Determine how many lines of the data below contain "Allerweg", then give only that number.

Stored data
◆ ◆ ◆
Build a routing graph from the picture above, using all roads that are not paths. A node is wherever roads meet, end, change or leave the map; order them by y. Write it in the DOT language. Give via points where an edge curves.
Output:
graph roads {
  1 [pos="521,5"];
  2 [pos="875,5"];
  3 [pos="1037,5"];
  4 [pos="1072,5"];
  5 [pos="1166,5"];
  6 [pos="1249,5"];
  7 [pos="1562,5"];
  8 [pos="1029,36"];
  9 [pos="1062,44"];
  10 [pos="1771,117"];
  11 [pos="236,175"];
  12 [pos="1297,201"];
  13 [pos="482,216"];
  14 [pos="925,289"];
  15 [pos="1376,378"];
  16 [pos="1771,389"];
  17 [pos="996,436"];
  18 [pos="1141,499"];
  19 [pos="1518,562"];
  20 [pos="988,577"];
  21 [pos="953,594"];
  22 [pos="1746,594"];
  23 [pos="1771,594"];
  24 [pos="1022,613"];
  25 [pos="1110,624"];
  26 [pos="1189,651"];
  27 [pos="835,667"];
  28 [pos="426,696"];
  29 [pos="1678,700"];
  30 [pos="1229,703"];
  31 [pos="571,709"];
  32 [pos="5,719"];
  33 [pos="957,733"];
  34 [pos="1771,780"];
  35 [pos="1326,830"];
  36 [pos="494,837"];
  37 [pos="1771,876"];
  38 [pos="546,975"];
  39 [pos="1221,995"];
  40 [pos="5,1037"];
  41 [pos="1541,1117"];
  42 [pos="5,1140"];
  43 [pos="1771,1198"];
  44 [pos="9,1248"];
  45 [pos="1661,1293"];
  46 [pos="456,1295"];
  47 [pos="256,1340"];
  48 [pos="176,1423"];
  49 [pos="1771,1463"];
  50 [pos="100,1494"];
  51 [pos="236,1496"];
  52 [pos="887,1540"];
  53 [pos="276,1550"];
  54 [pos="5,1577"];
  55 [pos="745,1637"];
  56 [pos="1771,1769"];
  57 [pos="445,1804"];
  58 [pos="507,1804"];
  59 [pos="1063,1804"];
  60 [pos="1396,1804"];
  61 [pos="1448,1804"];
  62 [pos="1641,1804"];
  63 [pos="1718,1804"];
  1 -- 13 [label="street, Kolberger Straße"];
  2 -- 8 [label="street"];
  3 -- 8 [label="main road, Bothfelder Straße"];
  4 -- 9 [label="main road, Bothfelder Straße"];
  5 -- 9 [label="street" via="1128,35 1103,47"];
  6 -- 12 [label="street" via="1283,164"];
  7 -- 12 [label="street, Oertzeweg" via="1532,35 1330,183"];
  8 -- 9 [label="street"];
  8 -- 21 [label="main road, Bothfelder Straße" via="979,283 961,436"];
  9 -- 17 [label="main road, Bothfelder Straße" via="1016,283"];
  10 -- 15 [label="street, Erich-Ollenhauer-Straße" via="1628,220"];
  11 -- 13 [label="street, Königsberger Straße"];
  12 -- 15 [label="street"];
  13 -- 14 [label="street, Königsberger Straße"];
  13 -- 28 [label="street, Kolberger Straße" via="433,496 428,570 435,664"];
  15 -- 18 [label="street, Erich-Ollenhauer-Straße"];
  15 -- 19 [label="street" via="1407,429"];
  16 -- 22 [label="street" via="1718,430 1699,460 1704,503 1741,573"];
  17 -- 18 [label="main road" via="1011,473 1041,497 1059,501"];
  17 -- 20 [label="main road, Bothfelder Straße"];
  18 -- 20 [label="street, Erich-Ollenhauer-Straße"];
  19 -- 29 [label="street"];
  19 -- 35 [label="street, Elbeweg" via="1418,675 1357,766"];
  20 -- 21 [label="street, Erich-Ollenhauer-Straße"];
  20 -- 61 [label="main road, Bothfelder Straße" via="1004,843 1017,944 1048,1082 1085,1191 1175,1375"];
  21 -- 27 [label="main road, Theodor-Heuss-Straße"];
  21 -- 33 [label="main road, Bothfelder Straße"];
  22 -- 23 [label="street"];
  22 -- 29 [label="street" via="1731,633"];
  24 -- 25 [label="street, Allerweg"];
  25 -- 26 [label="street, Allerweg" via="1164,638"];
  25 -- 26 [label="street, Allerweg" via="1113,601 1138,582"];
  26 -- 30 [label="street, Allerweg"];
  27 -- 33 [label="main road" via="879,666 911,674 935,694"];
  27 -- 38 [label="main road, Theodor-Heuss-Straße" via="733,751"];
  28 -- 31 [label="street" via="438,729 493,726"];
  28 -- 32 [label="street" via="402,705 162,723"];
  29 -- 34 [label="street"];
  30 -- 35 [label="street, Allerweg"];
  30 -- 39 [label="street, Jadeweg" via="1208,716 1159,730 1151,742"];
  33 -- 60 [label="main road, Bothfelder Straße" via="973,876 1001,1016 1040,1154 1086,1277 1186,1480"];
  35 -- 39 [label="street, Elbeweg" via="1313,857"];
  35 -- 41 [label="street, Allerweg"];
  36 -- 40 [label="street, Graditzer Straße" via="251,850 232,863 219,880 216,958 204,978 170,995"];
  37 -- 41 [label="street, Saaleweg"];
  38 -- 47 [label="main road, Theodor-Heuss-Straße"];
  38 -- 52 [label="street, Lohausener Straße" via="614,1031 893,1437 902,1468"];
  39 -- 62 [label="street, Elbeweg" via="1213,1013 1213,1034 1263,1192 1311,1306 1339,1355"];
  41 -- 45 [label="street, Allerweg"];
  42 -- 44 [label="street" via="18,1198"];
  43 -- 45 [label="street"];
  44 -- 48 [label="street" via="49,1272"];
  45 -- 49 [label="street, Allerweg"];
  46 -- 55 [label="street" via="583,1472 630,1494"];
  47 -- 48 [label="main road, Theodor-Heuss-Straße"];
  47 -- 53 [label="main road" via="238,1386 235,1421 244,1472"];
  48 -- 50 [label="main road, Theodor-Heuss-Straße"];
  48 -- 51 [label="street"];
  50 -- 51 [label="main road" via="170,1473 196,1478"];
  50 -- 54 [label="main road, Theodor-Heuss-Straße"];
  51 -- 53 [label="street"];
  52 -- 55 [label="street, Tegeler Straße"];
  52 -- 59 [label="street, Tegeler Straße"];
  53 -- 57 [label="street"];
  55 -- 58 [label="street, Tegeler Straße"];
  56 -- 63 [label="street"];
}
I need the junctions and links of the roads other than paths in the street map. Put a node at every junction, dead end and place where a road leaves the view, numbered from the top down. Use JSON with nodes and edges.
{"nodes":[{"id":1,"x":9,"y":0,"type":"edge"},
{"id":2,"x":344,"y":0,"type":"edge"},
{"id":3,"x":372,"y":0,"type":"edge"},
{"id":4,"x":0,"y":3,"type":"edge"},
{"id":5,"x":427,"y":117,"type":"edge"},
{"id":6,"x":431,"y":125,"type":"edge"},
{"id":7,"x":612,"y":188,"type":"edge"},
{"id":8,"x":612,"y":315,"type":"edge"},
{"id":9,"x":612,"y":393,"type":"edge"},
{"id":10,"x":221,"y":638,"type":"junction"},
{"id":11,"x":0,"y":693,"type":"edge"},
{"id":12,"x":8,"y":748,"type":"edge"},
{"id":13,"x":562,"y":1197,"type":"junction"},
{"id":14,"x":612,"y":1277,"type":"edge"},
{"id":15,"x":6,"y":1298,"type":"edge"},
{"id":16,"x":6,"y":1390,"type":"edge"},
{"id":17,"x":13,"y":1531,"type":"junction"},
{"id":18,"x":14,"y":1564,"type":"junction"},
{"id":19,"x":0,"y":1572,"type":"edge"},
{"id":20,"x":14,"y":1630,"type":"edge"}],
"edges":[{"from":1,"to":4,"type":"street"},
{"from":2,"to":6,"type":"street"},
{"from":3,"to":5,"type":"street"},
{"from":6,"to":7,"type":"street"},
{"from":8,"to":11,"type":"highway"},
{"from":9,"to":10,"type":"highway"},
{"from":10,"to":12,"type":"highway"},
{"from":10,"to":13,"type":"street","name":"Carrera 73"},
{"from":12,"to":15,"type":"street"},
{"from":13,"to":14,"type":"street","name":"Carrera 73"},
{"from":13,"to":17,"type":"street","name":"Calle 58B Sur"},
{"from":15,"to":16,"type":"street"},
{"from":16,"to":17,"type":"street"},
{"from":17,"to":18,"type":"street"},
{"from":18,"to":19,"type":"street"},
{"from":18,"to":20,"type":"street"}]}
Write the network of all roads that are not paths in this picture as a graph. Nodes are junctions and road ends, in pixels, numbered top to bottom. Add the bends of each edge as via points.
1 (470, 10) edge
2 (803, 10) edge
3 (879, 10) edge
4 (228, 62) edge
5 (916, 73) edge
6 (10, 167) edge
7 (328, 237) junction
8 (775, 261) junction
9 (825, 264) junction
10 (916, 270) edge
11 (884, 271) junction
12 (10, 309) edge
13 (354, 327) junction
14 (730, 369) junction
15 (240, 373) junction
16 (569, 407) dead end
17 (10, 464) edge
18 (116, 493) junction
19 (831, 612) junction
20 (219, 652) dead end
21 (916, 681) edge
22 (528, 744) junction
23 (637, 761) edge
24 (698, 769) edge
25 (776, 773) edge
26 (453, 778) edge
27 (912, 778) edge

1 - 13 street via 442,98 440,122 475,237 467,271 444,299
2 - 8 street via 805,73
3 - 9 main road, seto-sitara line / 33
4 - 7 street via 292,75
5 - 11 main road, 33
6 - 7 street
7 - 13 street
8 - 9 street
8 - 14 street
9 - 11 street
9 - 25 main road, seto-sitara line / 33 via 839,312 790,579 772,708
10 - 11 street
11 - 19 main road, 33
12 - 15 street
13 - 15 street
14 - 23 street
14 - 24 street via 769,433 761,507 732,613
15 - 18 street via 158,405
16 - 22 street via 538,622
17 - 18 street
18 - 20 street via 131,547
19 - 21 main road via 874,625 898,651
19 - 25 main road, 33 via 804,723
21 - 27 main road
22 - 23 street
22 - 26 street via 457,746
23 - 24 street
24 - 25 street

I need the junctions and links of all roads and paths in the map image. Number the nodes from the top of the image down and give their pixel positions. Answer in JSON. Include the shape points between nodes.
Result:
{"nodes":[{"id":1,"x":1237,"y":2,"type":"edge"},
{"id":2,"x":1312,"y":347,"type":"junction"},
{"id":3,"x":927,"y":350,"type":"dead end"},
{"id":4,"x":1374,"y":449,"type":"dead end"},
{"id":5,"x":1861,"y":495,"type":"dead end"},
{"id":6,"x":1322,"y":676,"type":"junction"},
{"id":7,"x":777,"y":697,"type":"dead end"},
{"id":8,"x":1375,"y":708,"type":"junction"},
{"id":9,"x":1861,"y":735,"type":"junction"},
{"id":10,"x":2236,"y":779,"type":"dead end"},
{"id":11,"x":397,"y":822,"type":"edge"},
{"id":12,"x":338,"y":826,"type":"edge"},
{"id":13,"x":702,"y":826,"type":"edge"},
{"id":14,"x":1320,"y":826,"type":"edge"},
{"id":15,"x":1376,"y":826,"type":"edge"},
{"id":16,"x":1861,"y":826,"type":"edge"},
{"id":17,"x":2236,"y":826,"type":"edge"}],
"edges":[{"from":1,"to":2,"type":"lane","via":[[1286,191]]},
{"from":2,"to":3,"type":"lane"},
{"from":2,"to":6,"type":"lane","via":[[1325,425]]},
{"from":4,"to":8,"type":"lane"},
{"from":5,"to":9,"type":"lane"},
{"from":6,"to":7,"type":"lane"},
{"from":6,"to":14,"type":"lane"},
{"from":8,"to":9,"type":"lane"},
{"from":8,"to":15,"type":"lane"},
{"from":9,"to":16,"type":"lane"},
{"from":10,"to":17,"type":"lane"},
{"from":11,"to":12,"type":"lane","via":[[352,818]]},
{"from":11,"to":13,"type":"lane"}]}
◆ ◆ ◆
◆ Response area
8